_AIM OF THE EXERCISE_. Since pictures do not belong in the copy, please repeat every record below exactly without them.
··········
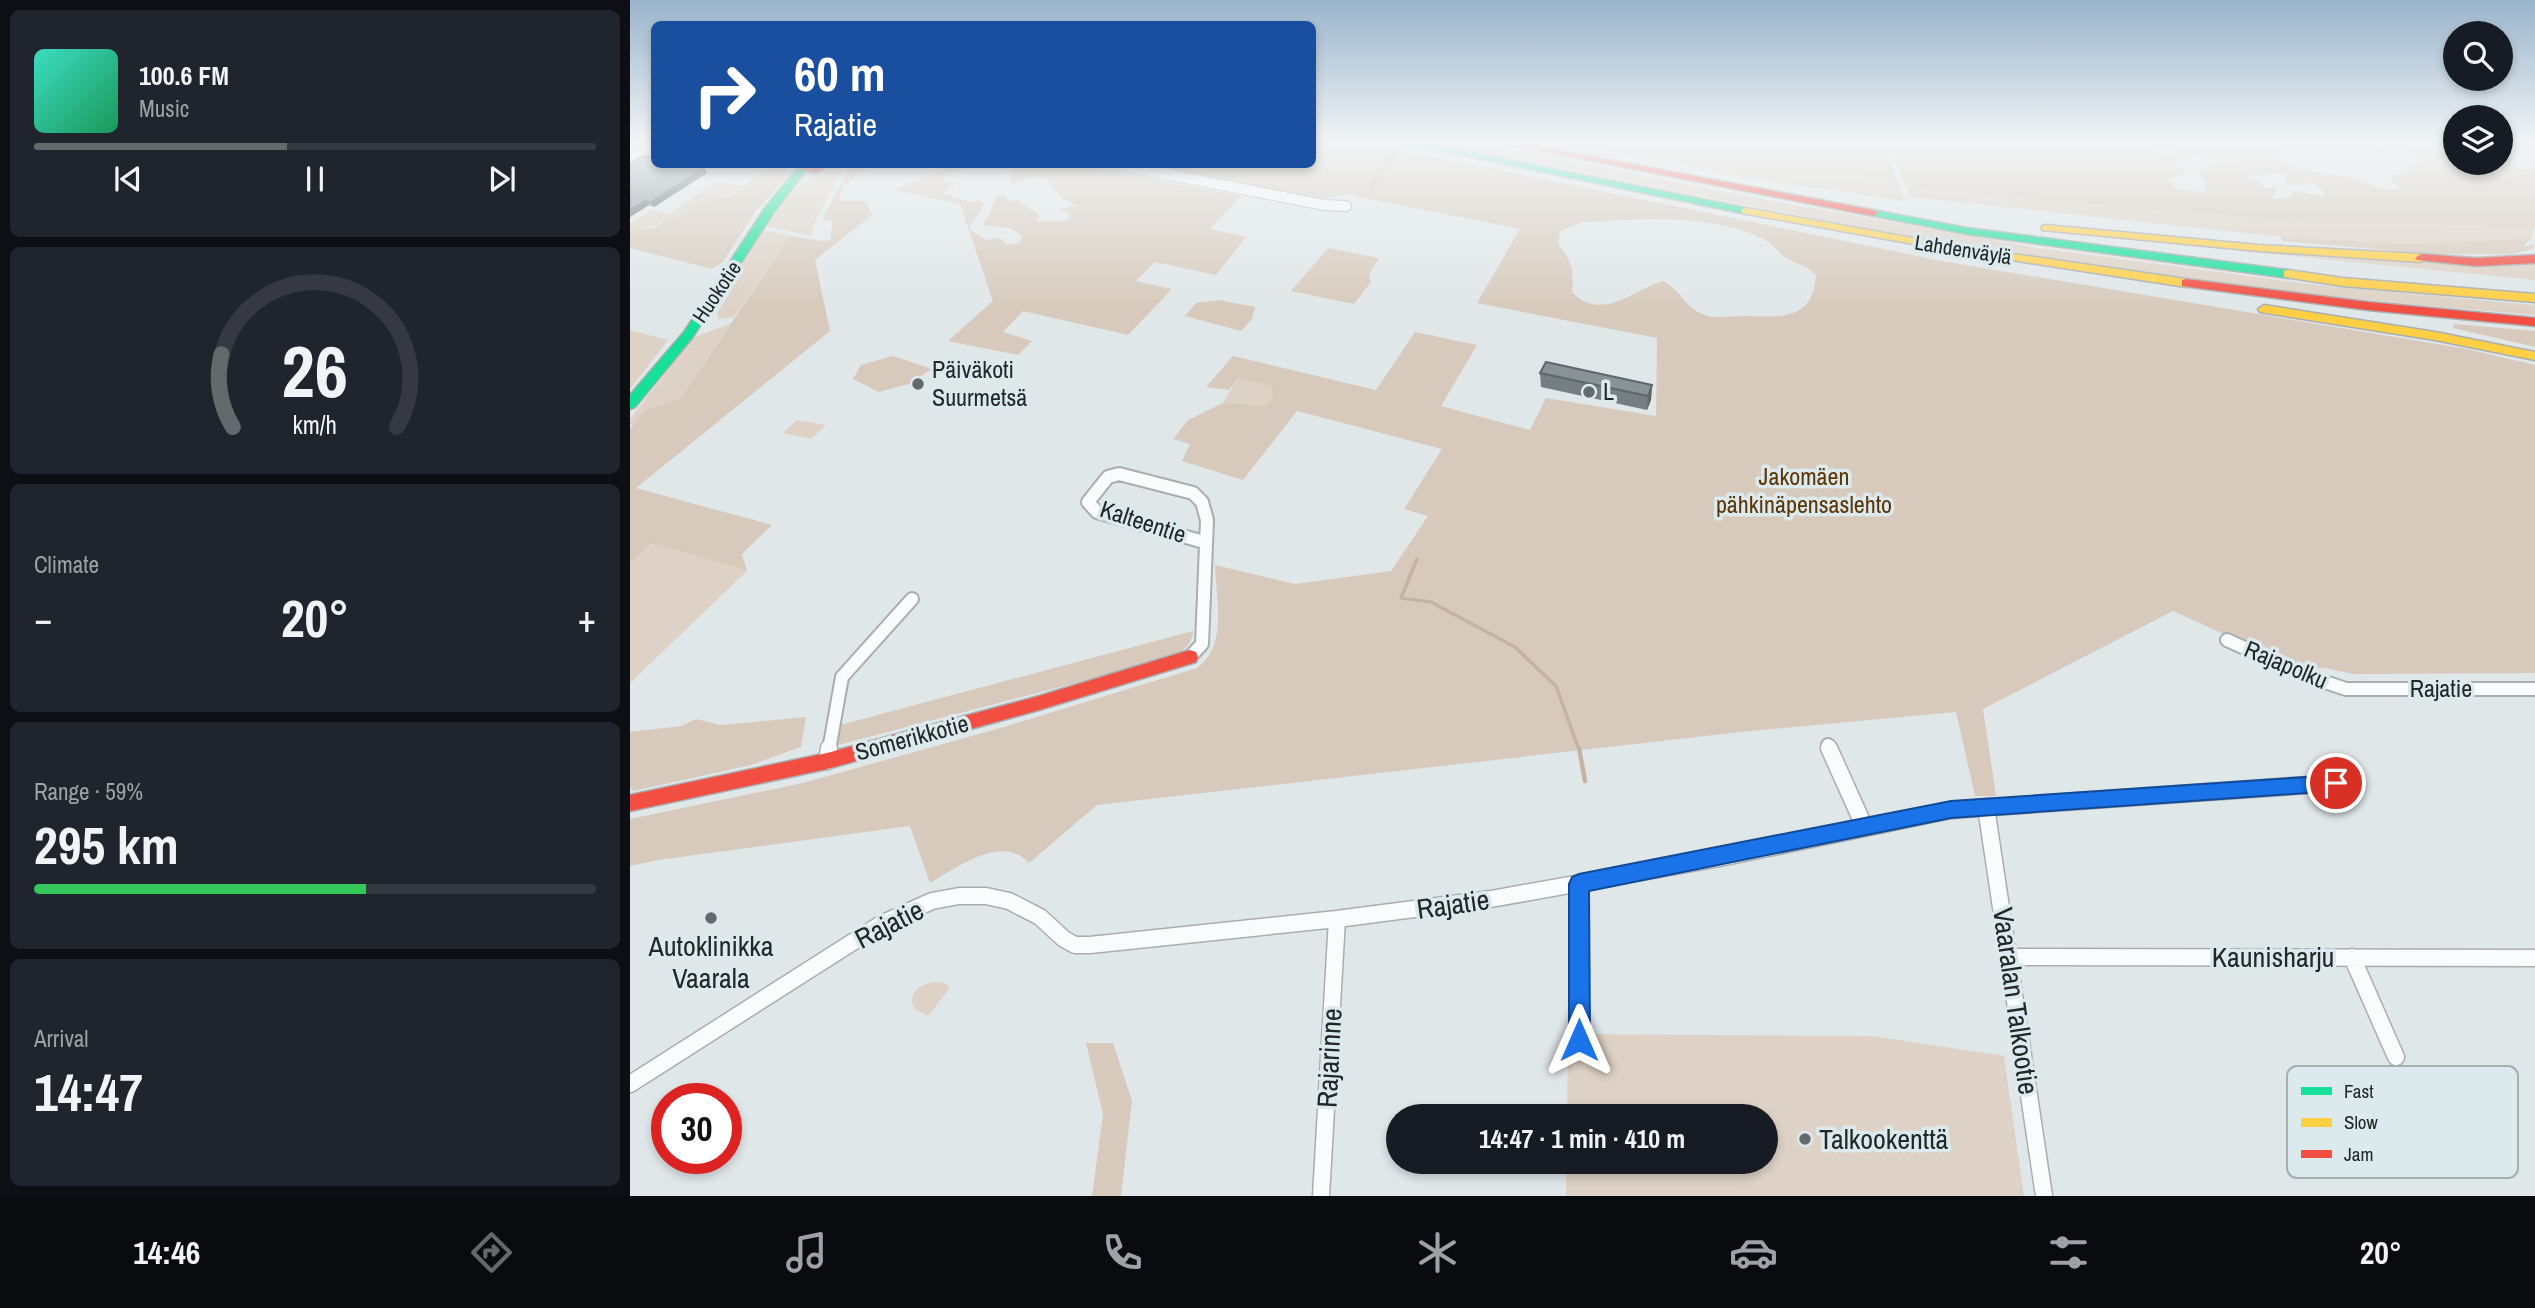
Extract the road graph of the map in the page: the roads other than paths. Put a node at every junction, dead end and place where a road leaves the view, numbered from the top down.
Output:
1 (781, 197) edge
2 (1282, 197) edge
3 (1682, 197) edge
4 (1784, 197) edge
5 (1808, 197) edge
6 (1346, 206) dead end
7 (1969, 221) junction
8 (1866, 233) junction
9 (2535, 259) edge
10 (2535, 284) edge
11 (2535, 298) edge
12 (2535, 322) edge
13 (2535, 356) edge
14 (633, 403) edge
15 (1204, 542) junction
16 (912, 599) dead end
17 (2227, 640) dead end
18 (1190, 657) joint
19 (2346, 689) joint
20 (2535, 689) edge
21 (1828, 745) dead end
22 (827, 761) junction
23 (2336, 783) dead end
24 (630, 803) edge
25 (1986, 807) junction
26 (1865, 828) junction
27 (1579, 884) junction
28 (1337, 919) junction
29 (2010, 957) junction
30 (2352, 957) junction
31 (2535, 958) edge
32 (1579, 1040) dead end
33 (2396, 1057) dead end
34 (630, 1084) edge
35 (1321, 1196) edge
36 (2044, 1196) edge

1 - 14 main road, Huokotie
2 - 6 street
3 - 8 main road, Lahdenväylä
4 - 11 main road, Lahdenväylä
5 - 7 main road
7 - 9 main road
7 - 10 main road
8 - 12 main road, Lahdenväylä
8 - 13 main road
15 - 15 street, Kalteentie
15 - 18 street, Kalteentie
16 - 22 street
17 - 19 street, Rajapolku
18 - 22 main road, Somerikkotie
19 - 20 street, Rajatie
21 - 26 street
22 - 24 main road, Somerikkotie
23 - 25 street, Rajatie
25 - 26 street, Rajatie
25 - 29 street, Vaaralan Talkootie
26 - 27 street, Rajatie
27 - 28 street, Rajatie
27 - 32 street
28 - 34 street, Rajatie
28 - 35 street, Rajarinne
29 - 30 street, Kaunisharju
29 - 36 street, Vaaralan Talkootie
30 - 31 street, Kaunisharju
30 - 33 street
··········
_REPLY TO THE TASK_.
Extract the road graph of the map in the page: the roads other than paths. Put a node at every junction, dead end and place where a road leaves the view, numbered from the top down.
Output:
1 (781, 197) edge
2 (1282, 197) edge
3 (1682, 197) edge
4 (1784, 197) edge
5 (1808, 197) edge
6 (1346, 206) dead end
7 (1969, 221) junction
8 (1866, 233) junction
9 (2535, 259) edge
10 (2535, 284) edge
11 (2535, 298) edge
12 (2535, 322) edge
13 (2535, 356) edge
14 (633, 403) edge
15 (1204, 542) junction
16 (912, 599) dead end
17 (2227, 640) dead end
18 (1190, 657) joint
19 (2346, 689) joint
20 (2535, 689) edge
21 (1828, 745) dead end
22 (827, 761) junction
23 (2336, 783) dead end
24 (630, 803) edge
25 (1986, 807) junction
26 (1865, 828) junction
27 (1579, 884) junction
28 (1337, 919) junction
29 (2010, 957) junction
30 (2352, 957) junction
31 (2535, 958) edge
32 (1579, 1040) dead end
33 (2396, 1057) dead end
34 (630, 1084) edge
35 (1321, 1196) edge
36 (2044, 1196) edge

1 - 14 main road, Huokotie
2 - 6 street
3 - 8 main road, Lahdenväylä
4 - 11 main road, Lahdenväylä
5 - 7 main road
7 - 9 main road
7 - 10 main road
8 - 12 main road, Lahdenväylä
8 - 13 main road
15 - 15 street, Kalteentie
15 - 18 street, Kalteentie
16 - 22 street
17 - 19 street, Rajapolku
18 - 22 main road, Somerikkotie
19 - 20 street, Rajatie
21 - 26 street
22 - 24 main road, Somerikkotie
23 - 25 street, Rajatie
25 - 26 street, Rajatie
25 - 29 street, Vaaralan Talkootie
26 - 27 street, Rajatie
27 - 28 street, Rajatie
27 - 32 street
28 - 34 street, Rajatie
28 - 35 street, Rajarinne
29 - 30 street, Kaunisharju
29 - 36 street, Vaaralan Talkootie
30 - 31 street, Kaunisharju
30 - 33 street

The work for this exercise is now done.